Plat de résistance de cette première partie, la création française de Man Time Stone Time de Ondřej Adámek semblait très attendue. On retrouve la passion du compositeur pour les pierres (oui), ainsi que son univers ludique et grouillant d’intertextualités musicales. Les quatre solistes vocaux parlent, hurlent et frappent plus qu’ils ne chantent, contribuant à un rituel aussi musical que scénique. Manifestement amusé par la partition, Kent Nagano tire d’étonnantes textures d’un orchestre qui fait la part belle aux percussions et aux sonorités bruitistes dans les instruments. Un soupçon de prévisibilité rythmique finit par s’installer, mais on ne peut pas reprocher au compositeur de manquer d’humour ni d’imagination.
D’une écriture tout aussi virtuose, mais d’expression plus austère, Wood and bones de Jérôme Combier peut compter sur l’engagement complet d’Eric-Maria Couturier pour en transmettre le discours.

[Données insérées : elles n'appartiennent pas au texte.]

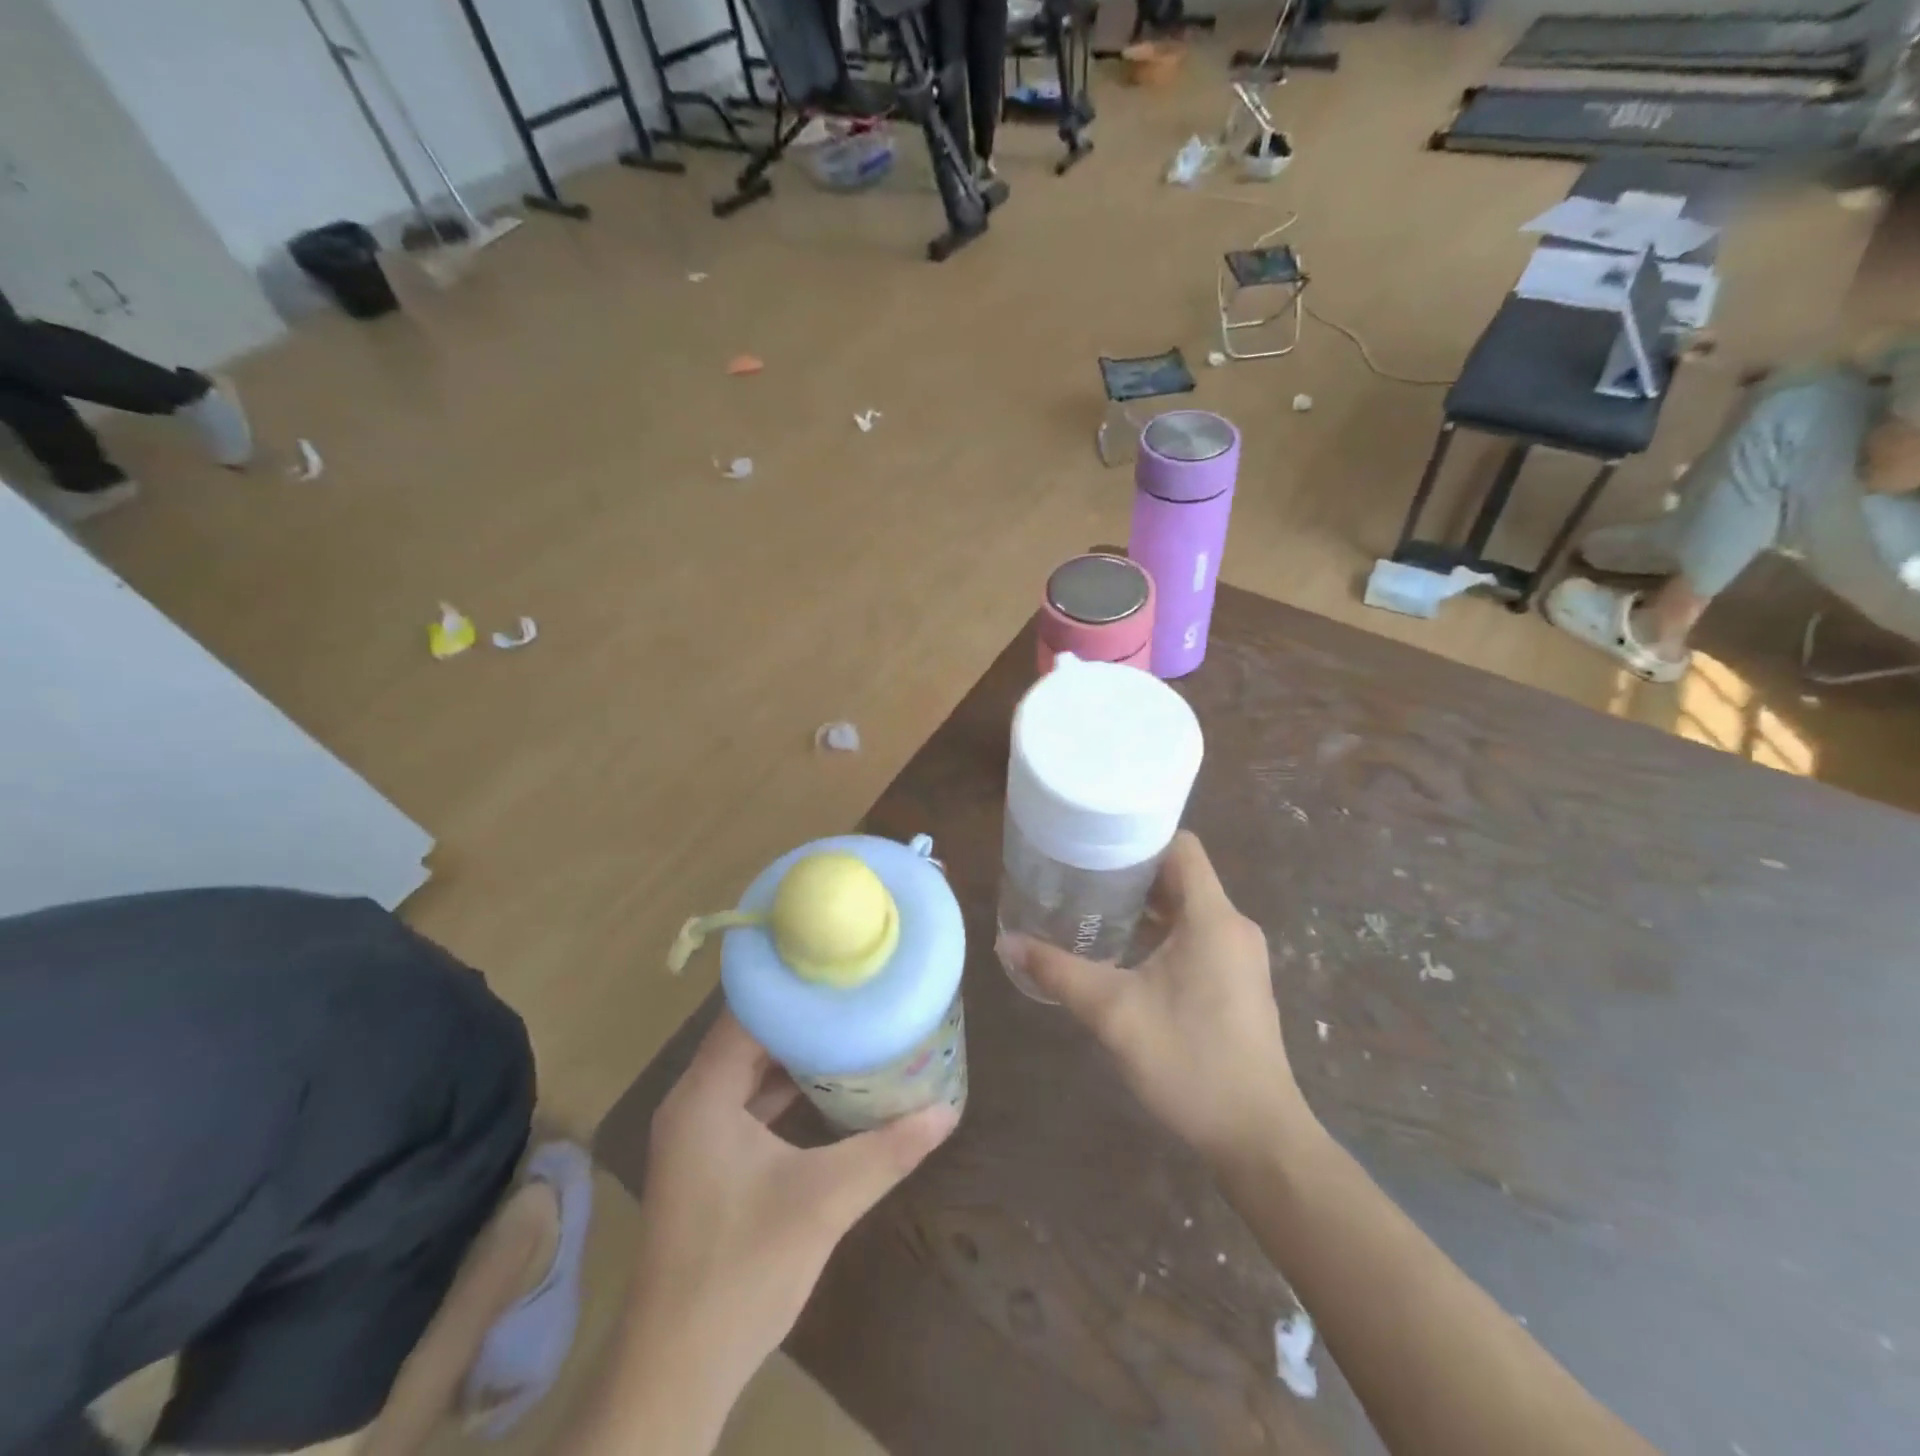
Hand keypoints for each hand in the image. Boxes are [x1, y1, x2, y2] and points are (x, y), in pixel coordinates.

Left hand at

Classique du XXe siècle, les Trois petites liturgies de la Présence Divine d’Olivier Messiaen refermaient ce concert. En spécialiste de la musique du compositeur-ornithologue, Kent Nagano communique avec une passion manifeste les intentions musicales du compositeur, avec une battue toujours aussi précise, mais qui semble avoir gagné en souplesse et en sensualité au fil du concert. La Maîtrise de Radio France émeut par son intonation irréprochable, et par la qualité de ses solistes, tandis que le piano volubile et perlé de Maroussia Gentet offre un délicieux contrepoint ornithologique aux accords de couleurs à l’orchestre.
Avec ce concert ambitieux par sa programmation éclectique, le Festival peut tout de même se féliciter d’un auditorium plein, et d’une fréquentation générale en hausse pour cette édition 2020. Contrairement à ce que l’on voudrait faire croire, la musique d’aujourd’hui semble avoir de beaux jours devant elle.